Meet the Artist: Ali Banisadr
Throughout Asia Society Museum’s exhibition Rebel, Jester, Mystic, Poet: Contemporary Persians — The Mohammed Afkhami Collection, we are spotlighting participating artists through a series of interviews. First up, we chat with Ali Banisadr, an acclaimed painter whose work is included in collections worldwide, including the British Museum, Centre Pompidou, the Metropolitan Museum of Art, and others.
What does a typical day in your studio look like?
In the morning after breakfast I typically make drawings with my two young daughters. It is a very rewarding start of the day as I learn how to be free in my drawings from them. Then in the studio, there is a lot of sitting and looking at the painting in progress, a lot of reading, researching, drawing, experimenting, and painting. I am pretty much in the studio every day.
How do you think art’s role has evolved during the pandemic?
I think for the artists such as myself who don’t rely on anyone else to help make their works, not much changed: this was always my schedule to go from home to studio and back. However, I think there was a lot to take in, a lot of visual symbols entered my imagination and worked their way into the paintings. There was just too dense of a year with the pandemic, political upheaval, natural disasters, etc. I think I am always trying to think about the future and what it might look like. In this period, the artist’s vision is very important, to try to make sense and see the seeds in our present moment and what these seeds will evolve into in the future.
How did your upbringing inspire your art?
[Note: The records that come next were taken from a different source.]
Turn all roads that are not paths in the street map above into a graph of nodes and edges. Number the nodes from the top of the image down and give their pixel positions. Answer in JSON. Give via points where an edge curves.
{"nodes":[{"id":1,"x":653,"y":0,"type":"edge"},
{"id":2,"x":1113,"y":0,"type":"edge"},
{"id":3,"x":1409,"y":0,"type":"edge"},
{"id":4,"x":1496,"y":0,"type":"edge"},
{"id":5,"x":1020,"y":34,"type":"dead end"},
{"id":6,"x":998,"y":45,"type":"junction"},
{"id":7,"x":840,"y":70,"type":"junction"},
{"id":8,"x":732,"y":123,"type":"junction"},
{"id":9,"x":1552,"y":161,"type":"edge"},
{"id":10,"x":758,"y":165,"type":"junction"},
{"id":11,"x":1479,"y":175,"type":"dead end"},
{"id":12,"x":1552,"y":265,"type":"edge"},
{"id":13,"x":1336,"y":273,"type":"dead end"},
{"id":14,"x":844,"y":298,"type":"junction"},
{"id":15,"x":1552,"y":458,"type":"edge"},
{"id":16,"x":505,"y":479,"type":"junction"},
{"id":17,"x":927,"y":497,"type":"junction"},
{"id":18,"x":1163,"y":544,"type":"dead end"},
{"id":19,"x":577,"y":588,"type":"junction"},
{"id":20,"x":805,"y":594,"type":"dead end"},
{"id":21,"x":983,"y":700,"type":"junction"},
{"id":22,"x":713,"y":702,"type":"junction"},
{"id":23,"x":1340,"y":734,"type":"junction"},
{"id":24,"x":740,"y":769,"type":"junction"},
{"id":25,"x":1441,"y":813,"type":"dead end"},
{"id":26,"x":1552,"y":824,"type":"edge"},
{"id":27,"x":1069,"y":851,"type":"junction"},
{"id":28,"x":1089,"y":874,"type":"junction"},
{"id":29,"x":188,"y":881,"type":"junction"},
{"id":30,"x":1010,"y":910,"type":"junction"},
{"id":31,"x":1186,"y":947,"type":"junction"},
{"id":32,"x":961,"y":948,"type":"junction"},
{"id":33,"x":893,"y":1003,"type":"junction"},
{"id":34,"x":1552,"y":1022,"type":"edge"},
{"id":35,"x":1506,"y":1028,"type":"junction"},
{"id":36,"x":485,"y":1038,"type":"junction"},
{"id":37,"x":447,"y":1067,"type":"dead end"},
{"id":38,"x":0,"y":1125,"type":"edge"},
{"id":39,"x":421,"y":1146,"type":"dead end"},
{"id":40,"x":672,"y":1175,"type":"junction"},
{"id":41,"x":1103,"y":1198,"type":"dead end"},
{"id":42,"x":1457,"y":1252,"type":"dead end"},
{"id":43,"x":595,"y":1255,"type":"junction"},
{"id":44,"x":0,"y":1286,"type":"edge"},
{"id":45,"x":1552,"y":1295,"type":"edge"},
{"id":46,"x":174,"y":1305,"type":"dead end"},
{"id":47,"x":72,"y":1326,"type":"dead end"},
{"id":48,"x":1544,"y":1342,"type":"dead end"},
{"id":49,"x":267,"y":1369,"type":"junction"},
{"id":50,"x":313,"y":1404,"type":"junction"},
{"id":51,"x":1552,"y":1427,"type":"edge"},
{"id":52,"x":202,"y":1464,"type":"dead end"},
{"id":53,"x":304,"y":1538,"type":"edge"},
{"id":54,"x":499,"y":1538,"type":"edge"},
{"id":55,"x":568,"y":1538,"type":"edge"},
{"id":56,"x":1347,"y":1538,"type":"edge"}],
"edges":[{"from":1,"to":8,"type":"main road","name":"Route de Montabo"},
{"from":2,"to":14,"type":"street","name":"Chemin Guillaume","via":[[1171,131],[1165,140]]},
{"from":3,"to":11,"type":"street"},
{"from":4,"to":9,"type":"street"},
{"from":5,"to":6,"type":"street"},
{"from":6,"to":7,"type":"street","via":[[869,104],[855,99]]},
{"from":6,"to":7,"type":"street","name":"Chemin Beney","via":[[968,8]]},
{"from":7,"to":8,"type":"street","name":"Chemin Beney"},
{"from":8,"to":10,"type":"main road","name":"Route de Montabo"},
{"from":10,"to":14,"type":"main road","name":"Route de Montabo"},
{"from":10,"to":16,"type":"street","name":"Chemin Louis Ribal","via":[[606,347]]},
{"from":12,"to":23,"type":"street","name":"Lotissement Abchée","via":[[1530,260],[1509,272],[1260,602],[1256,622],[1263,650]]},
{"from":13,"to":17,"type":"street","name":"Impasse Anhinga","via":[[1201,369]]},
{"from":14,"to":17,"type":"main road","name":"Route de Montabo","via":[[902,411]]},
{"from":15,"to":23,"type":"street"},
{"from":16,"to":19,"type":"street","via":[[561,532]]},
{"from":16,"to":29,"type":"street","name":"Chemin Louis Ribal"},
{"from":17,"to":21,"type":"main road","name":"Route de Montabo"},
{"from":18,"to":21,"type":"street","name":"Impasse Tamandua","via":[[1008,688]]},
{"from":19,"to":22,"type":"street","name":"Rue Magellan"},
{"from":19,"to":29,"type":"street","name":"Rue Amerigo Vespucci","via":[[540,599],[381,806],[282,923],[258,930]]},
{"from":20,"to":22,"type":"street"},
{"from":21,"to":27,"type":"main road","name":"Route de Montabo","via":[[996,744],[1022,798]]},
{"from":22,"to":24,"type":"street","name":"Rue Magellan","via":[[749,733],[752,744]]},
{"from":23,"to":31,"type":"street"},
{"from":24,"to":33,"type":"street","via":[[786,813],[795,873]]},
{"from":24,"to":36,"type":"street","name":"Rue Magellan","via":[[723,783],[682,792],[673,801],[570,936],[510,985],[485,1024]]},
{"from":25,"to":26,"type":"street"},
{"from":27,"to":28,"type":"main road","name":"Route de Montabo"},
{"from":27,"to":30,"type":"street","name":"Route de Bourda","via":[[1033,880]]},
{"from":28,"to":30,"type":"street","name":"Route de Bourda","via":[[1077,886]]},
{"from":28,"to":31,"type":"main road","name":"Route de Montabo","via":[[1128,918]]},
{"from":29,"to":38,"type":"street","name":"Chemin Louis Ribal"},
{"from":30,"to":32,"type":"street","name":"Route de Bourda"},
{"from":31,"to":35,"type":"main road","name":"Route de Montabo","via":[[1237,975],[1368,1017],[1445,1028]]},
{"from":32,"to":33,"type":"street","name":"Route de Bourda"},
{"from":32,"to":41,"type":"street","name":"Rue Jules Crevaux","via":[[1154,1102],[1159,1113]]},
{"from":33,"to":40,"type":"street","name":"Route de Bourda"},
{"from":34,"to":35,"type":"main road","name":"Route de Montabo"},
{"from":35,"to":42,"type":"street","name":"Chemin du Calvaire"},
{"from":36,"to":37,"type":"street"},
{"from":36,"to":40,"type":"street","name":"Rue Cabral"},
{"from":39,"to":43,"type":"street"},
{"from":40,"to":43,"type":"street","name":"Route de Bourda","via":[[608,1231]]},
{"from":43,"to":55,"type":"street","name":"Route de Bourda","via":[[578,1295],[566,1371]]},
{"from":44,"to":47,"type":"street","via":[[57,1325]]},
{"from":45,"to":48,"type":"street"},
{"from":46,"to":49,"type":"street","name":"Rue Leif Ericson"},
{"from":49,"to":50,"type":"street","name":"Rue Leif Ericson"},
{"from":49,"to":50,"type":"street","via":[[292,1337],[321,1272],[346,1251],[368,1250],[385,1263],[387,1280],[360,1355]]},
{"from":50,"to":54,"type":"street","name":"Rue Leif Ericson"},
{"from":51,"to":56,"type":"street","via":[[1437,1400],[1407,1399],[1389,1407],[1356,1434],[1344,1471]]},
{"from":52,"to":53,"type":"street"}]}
Growing up in a time of revolution, war, and political unrest for 12 years of my childhood in Iran has definitely had an impact on my vision of the world. I have seen the dark side of humanity from an early age, so I am skeptical of us humans.
What themes does your work in Rebel, Jester, Mystic, Poet: Contemporary Persians — The Mohammed Afkhami Collection focus on?
With my work because it is so encyclopedic, there are worlds within worlds; it is not easily defined as one theme, there are multiple parallel themes happening at once in the works. Once the viewer is able to identify the figures in my work, it starts to give them a clue about finding a thread which by the way will constantly slip out of your hands as in a dream. I like to create this kind of headspace, where things are in motion but not tangible; this is truest way the imagination works, which has always interested me. The title of my work in the show is a quote by de Kooning. Someone was speaking to him about the advancement of technology and progress of the human race, man landing on the moon, etc, and he said, “we haven’t landed on earth yet” which I thought it would be a perfect title for my painting.
Would you describe yourself as a rebel, jester, mystic, or poet? Why?
We contain multitudes, so I would say all of the above. Who are other contemporary artists who are capturing your interest right now and why? I am always interested in artists who are making their own path, creating their own worlds; I can see whose work will matter in a couple of hundred years from now. I think Huma Bhabha is one of my favorite sculptors. Peter Doig, Chris Ofili, and Neo Rauch are fantastic painters and there is magic in their work. I just saw a powerful show of Philip Guston which blew me away.
What is an upcoming project of yours or exhibition that you’re involved in that you’re most excited about?
I currently have a big museum show up at Palazzo Vecchio and Museo [Stefano] Bardini in Florence, which revolves around the theme of Dante’s Inferno. I have always been fascinated with the renaissance which took place in Florence, so to have a show in this beautiful city where Dante, one of my favorite poets, was born is an honor. There is a book being published about my show, which Mary Jo Bang who has translated The Divine Comedy has written. It is about my work in relation to Dante and she has written a poem about my work as well, so I am very excited for this book to come out very soon. Also, I have a Rizzoli monograph which I worked on for a year which was just published and it is out now. Also, I have two solo shows coming up with Thaddaeus Ropac in Paris 2022 and Victoria Miro in London, 2023.